Who wouldn’t love to make a Major League Baseball player’s salary? The average salary is right around $4 million. (They also get about $100 in daily meal money.) During the offseason, most MLB players focus on family, relaxing, staying in shape…or getting endorsement deals.

But it wasn’t that way in the past.

In 1947, for instance, the average baseball player earned $5,000 a year—the average salary for the everyday American worker at that time was $3,500. That’s why players often had to work ordinary jobs—or start second careers—to make ends meet and hopefully cash in on their fame.

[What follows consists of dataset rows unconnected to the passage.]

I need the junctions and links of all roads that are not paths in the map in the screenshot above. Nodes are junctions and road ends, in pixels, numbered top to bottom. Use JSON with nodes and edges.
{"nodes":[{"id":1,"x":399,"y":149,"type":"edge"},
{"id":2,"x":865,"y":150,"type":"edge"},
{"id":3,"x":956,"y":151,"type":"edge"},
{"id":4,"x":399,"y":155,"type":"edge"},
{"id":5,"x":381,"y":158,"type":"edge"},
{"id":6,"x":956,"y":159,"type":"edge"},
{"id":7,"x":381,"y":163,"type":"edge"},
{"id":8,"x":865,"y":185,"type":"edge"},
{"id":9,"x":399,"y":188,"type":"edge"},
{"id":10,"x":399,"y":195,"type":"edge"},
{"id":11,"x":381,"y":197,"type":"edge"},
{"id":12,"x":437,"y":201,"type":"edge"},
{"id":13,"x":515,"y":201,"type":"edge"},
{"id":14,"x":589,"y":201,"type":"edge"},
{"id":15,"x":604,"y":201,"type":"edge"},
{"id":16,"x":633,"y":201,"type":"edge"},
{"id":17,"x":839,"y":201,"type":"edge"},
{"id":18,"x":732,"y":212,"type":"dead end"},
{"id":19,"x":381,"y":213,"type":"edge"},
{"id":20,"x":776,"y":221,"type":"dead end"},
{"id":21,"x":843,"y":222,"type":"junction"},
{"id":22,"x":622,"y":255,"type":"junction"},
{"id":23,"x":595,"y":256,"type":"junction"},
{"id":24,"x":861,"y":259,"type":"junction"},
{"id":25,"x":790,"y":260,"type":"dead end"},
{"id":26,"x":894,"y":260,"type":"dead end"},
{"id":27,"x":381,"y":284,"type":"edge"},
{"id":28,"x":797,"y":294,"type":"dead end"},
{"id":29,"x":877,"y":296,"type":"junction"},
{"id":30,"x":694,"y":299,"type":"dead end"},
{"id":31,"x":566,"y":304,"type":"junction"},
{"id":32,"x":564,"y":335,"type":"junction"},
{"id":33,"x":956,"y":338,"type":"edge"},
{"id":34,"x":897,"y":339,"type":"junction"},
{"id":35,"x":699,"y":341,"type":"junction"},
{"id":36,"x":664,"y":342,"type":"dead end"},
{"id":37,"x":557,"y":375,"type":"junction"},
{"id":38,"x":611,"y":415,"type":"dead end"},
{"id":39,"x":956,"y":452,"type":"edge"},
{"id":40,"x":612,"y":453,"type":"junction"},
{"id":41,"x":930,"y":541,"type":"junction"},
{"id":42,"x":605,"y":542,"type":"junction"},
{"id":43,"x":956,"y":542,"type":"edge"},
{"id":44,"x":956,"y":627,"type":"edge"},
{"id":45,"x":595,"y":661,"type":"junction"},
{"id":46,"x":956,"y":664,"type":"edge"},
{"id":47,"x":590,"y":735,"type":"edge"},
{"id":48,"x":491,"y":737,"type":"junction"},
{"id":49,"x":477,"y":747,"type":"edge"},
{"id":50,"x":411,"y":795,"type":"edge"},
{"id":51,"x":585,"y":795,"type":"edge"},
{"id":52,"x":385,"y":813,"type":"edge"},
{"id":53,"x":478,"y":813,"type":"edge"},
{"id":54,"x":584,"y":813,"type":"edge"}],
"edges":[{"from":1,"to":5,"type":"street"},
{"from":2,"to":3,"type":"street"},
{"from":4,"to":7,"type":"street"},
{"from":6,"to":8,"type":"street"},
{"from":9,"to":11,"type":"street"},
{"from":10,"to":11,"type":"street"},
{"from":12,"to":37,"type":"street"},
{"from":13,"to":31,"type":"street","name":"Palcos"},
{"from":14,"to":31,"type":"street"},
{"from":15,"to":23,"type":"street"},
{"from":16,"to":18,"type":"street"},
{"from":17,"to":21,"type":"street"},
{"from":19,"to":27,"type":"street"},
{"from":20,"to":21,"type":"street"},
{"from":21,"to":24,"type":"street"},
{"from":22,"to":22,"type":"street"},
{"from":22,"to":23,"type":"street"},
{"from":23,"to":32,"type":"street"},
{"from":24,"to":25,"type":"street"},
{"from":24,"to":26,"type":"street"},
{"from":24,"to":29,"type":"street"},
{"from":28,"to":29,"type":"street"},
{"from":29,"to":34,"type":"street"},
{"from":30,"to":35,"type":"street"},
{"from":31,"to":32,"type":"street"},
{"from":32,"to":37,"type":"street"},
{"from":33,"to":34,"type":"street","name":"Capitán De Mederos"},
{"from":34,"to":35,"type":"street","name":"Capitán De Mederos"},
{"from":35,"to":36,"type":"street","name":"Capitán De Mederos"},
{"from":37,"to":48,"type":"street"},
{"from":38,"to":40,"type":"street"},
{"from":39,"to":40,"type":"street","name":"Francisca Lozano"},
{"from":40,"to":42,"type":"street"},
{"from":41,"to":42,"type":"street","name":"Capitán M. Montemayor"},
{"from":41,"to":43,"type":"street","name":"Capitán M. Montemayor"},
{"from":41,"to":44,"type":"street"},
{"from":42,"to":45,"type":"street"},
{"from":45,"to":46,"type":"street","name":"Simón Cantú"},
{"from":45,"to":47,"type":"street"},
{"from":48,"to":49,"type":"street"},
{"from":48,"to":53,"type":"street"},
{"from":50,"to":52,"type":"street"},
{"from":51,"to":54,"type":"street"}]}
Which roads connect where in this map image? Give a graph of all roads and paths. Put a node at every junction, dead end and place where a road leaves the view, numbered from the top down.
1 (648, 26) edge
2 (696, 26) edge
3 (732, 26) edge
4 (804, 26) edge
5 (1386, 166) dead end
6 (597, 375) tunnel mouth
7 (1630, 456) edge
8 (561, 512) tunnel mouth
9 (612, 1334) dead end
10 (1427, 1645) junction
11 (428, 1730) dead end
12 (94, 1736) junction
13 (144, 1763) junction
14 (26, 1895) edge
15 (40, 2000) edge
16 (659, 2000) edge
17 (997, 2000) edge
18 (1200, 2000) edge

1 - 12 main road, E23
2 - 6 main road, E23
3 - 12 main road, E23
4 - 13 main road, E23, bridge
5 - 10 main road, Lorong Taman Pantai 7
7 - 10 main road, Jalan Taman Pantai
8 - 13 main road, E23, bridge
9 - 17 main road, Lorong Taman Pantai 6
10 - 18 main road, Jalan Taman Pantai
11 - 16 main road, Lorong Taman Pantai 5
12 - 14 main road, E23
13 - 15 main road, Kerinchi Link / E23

Here’s a look at some of the odd second jobs Major League players used to take when they weren’t playing ball.

Jackie Robinson won the NL Most Valuable Player Award in 1949 and in the offseason went to work at Sunset Appliances in Queens to supplement his income. The owner was quoted as saying, “He’s a natural salesman, with a natural modesty that appeals to buyers.” The year before, Robinson went on a vaudeville-type tour talking about baseball to audiences around the country, earning easier income.

Willie Mays and Willie McCovey (’60s Giants) sold cars in San Francisco…although you have to believe it was simply their names that would attract curious customers to the dealership, who would then be “sold” the latest models by real car salesmen.

Jim Palmer starred on the mound in the 1966 World Series. But just a week later, he was selling suits in a department store in downtown Baltimore called Hamburgers, earning $150 a week, which he said was “enough to pay for groceries, hot water and electricity.” As his fame grew, he did TV commercials for men’s hair cream and underwear.

Yogi Berra
played on some of the greatest Yankee teams of all time, yet he had to find work when the seasons ended. One year, he was hired by a restaurant in his hometown of St. Louis to put on a tuxedo and greet customers. He also sold hardware at a Sears and Roebuck store. After he won his first American League MVP in 1951, he sold suits at a store in New Jersey, teaming up with Yankee second baseman Phil Rizzuto. When he met the owners of the Yoo-Hoo chocolate drink company, he talked them into letting him do ads for the drink. He became a vice president there eventually.

Waite Hoyt, an American League pitcher in the ’20s and ’30s, had the nickname “The Merry Mortician.” During the offseason, he’d work in a funeral home owned by his father-in-law. At night, he’d be a vaudeville comedian, working with famous names of the day, such as Jack Benny.

Roy Campanella, the famous Brooklyn Dodgers catcher, had started a chicken farm before he played in the Majors. While a Dodger with Brooklyn, he opened Roy Campanella Choice Wines and Liquors in Harlem, where he worked every day between seasons. He was leaving the store one night in 1958 when he crashed his car, becoming permanently disabled.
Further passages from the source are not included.